Par Marine David,
Intervenante à L’Antenne 110 (Genval) et à La Soucoupe (Bruxelles).
Ce samedi matin, à l’abri de la tempête qui agite la ville, nous sommes nombreux dans le local de l’ECF à Paris pour l’enseignement du CERA[1] qui a pour thème “Les conditions de l’invention”. C’est sur ce thème qu’Alexandre Stevens[2] choisit de nous parler de plusieurs cas d’enfants autistes issus soit de la littérature soit d’une journée d’échanges cliniques sur l’autisme organisée à Bruxelles le 2 avril 2019 dernier[3]. Nous avons ensuite la chance d’entendre le témoignage de Laurence Vollin, mère de trois enfants dont une jeune fille handicapée et autiste et auteure de livres[4]. La troisième et dernière intervention de l’échange clinique est celle de François Bony[5] qui amène un cas clinique riche d’une petite fille dont les dessins illustrent cet article.
Alexandre Stevens insiste beaucoup sur le style des partenaires que l’enfant autiste rencontre pour avoir la chance de faire de sa trouvaille une invention. Tout au long de son intervention, il nous liste au moins quatre conditions de l’Autre de l’autiste: une certaine docilité sans a priori en est la première; une capacité à entendre l’enfant de manière patiente et attentive est la seconde; la troisième condition consiste à être troué c’est-à-dire un peu manquant ; enfin, le fait de prendre en compte l’implication du corps dans l’affaire. De cette façon, l’Autre pourra trouver une place à côté de l’enfant toujours déjà au travail.
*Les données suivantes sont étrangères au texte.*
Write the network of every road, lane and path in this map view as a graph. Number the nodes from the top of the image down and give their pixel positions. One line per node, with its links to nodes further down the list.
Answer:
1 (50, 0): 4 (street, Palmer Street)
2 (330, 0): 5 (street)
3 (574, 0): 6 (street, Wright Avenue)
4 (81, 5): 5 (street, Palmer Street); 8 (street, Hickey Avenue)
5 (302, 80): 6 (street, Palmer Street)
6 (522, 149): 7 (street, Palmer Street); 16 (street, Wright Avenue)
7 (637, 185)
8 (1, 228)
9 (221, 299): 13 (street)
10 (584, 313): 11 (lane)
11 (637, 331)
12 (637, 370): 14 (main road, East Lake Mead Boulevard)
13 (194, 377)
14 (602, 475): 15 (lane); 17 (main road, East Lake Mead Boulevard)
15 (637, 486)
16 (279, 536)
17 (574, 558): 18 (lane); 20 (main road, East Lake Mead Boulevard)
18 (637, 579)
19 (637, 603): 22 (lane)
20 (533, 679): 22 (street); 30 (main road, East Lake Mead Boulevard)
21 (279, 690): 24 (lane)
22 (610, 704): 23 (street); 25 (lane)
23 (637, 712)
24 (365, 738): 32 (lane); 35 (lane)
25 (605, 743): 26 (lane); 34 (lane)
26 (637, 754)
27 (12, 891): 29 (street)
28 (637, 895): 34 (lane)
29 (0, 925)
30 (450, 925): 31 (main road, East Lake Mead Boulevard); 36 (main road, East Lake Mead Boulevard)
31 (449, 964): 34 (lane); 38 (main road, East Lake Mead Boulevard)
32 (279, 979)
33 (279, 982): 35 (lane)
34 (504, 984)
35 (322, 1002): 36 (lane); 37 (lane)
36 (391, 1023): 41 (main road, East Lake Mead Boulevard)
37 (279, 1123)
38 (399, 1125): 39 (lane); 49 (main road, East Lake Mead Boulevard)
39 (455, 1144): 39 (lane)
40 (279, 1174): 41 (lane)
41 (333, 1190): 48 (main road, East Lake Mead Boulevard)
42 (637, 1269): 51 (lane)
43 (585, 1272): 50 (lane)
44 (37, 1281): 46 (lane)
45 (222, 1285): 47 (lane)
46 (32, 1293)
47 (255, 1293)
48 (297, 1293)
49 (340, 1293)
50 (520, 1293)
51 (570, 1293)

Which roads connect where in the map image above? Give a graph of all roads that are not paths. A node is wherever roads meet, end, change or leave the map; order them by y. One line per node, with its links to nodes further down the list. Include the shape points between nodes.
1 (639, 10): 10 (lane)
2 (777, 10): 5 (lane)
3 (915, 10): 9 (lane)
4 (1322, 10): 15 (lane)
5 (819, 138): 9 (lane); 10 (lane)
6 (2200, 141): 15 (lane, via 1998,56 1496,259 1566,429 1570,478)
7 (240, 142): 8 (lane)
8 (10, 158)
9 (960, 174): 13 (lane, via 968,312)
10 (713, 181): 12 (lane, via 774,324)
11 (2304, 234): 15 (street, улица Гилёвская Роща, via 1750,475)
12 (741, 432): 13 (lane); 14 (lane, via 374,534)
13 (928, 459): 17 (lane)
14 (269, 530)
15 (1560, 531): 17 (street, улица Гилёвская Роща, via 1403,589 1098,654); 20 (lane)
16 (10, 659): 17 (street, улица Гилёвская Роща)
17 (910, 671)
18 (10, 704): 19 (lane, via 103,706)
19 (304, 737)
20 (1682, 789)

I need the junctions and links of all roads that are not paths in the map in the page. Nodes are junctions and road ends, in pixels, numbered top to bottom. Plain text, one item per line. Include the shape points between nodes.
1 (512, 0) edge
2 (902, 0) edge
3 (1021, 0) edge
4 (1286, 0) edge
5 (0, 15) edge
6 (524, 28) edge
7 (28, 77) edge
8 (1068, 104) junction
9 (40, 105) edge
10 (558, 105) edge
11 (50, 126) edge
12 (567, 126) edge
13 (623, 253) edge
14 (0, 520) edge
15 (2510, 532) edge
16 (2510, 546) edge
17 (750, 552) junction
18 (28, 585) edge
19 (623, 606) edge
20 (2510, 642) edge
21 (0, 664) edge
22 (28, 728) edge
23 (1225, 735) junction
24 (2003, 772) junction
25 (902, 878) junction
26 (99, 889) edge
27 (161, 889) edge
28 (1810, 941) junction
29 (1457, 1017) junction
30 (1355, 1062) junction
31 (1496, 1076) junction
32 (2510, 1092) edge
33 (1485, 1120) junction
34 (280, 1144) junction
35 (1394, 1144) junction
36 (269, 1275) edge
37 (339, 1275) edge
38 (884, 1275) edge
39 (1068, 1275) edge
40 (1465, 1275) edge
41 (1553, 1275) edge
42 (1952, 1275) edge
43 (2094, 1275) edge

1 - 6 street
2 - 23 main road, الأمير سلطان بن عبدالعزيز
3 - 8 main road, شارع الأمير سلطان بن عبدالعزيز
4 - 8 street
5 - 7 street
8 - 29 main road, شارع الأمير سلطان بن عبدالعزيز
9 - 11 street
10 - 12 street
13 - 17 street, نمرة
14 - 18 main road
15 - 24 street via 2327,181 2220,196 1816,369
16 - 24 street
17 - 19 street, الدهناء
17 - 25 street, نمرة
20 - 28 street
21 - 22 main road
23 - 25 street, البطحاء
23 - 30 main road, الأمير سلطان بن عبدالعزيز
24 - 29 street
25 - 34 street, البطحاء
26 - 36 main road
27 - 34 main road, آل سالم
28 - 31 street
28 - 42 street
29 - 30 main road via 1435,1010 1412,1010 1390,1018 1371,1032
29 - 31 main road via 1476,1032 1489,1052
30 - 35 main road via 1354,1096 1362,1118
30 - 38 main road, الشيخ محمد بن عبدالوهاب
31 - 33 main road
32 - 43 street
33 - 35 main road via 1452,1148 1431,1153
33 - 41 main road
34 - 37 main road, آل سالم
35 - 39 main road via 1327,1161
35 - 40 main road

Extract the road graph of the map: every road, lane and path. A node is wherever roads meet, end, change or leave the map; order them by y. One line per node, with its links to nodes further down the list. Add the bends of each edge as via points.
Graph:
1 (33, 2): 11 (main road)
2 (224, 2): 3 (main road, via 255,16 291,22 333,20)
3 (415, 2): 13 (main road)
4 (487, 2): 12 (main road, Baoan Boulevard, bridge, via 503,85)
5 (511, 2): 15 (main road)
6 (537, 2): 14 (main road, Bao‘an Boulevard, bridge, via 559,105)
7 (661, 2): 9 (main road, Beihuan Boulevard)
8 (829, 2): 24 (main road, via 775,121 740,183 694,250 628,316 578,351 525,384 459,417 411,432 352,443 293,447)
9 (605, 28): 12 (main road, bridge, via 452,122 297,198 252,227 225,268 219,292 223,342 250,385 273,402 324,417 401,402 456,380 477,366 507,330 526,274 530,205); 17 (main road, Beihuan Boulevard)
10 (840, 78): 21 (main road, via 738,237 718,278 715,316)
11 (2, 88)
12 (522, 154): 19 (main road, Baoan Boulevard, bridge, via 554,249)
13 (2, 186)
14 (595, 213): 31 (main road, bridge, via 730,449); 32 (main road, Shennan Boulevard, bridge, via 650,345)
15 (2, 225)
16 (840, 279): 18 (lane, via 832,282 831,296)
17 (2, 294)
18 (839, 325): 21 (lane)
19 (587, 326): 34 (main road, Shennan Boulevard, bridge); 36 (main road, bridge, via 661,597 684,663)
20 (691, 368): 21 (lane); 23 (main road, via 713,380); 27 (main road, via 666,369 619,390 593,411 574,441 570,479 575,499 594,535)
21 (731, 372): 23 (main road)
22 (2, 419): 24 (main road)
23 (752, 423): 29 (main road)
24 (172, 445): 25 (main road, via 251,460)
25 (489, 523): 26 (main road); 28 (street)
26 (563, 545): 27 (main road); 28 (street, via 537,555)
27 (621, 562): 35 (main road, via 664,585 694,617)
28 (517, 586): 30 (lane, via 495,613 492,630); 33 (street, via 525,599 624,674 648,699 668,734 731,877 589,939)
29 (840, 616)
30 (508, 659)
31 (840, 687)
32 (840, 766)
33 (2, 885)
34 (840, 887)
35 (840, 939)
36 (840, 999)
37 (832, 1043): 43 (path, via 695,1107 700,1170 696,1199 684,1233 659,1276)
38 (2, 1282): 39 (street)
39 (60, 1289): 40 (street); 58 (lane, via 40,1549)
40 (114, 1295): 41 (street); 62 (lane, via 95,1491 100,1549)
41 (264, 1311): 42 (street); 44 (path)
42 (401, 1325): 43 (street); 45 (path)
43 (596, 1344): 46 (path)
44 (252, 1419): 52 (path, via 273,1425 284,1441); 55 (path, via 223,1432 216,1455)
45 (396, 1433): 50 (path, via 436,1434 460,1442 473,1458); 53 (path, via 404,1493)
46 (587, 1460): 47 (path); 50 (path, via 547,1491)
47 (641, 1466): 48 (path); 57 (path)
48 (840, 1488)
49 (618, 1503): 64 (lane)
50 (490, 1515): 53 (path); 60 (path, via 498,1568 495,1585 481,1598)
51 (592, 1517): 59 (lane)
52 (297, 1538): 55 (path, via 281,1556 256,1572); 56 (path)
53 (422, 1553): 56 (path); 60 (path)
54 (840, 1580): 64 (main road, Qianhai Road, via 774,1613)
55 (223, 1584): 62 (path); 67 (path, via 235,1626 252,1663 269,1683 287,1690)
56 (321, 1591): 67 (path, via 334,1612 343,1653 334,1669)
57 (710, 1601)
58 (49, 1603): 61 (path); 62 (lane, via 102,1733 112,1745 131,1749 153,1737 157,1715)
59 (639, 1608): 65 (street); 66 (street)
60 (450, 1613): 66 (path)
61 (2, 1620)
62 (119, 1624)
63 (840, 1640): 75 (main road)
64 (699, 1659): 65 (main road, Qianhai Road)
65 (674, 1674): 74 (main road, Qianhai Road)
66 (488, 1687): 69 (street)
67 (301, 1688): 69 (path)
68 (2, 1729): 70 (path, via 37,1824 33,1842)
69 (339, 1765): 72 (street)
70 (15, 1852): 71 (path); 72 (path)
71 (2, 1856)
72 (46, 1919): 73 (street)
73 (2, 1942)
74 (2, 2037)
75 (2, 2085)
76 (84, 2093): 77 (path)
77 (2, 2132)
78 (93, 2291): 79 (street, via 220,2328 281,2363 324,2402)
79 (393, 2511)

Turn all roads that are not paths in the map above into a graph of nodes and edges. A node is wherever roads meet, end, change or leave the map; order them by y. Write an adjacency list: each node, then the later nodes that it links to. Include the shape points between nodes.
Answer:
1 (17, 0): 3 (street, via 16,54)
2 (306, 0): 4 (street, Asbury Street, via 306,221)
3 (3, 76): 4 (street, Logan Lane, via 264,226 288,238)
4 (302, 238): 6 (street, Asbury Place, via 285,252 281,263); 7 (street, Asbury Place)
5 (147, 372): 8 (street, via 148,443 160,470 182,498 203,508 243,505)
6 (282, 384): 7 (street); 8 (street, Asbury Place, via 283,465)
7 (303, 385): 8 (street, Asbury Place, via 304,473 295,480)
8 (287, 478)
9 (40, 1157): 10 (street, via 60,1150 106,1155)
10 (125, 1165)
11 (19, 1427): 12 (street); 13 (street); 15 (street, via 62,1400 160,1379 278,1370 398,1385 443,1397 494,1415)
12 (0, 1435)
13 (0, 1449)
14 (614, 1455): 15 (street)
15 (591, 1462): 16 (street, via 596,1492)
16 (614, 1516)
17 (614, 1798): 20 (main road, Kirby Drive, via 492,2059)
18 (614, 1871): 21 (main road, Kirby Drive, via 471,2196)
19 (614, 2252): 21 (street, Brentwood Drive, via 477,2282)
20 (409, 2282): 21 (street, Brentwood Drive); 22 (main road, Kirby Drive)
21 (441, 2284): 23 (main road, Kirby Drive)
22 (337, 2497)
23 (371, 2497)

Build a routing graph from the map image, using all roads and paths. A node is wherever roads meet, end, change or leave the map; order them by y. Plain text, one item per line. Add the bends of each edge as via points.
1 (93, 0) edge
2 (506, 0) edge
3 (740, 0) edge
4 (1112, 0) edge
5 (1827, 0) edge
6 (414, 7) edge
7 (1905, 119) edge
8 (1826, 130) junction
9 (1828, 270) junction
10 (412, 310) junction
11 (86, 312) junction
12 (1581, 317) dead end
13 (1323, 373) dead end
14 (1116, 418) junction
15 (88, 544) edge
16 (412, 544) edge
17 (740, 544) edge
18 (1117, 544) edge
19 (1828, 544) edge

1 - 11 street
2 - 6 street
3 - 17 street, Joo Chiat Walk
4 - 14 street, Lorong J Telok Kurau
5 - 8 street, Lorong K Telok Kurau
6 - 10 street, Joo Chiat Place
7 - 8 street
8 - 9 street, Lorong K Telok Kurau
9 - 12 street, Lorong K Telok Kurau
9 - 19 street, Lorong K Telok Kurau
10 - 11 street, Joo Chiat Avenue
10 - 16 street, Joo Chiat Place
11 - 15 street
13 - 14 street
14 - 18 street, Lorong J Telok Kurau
L’incomplétude nécessaire pour accompagner un enfant autiste est le point qui a retenu mon attention lors de cette matinée d’enseignement. Le foulard cachant les symptômes de la maladie de Laurence Vollin a par exemple joué un rôle important dans le lien entre la mère et la fille : il cachait les petits cheveux de l’une au contraire des longs cheveux de l’autre. L’agacement provoqué par la fixation et le son répétitif (ikse pour x) adressé par J. aux intervenants du Centre les Terrasses les a obligés à l’interpréter, comme un stop ou un non. L’angoisse devant l’automutilation violente de L. a fait écrire l’intervenante de l’Antenne 110 sur les doigts du sujet les nombres de choses à faire avant de retrouver son père.
Ce n’est pas tout de s’orienter de l’intérêt spécifique de l’enfant autiste, encore faut-il y être en tant qu’Autre incomplet afin que ce qui apaise l’enfant devienne une invention qui s’écrive : que quelque chose s’inscrive et se stabilise à minima. Ici, c’est l’Autre qui est conditionné par son envie de se laisser enseigner par l’enfant. Temple Grandin témoigne de ce partenariat dans ces termes: “les meilleures réussites se voient chez ceux [les enfants autistes qui s’en sont sortis] qui ont eu un ami dévoué qui les a aidés à diriger leurs fixations”[6].
Si vous aussi vous êtes passionnés par ces recherches, n’hésitez plus à franchir le pas du 1, rue Huysmans à Paris, 6e. Les prochains rendez-vous sont les 25 mai et 22 juin 2019, de 10h à 12h – accueil à 9h30 en accès libre.
[1] Centre d’Etudes et de Recherches sur l’Autisme.
[2] Psychiatre, psychanalyste membre de l’ECF, fondateur du Courtil, enseignant à la Section clinique de Bruxelles
[3] https://www.facebook.com/ateliersdu94/
[4] “Quand le handicap s’en mêle, journal d’une vie décalée” et “D’une terre à l’Autre”.
[5] psychiatre et psychanalyste membre de l’ECF à Nice, responsable thérapeuthique à l’Institut médico-éducatif Les Terrasses.
[6] Grandin T., Ma vie d’autiste, O. Jacob, Paris, 1994.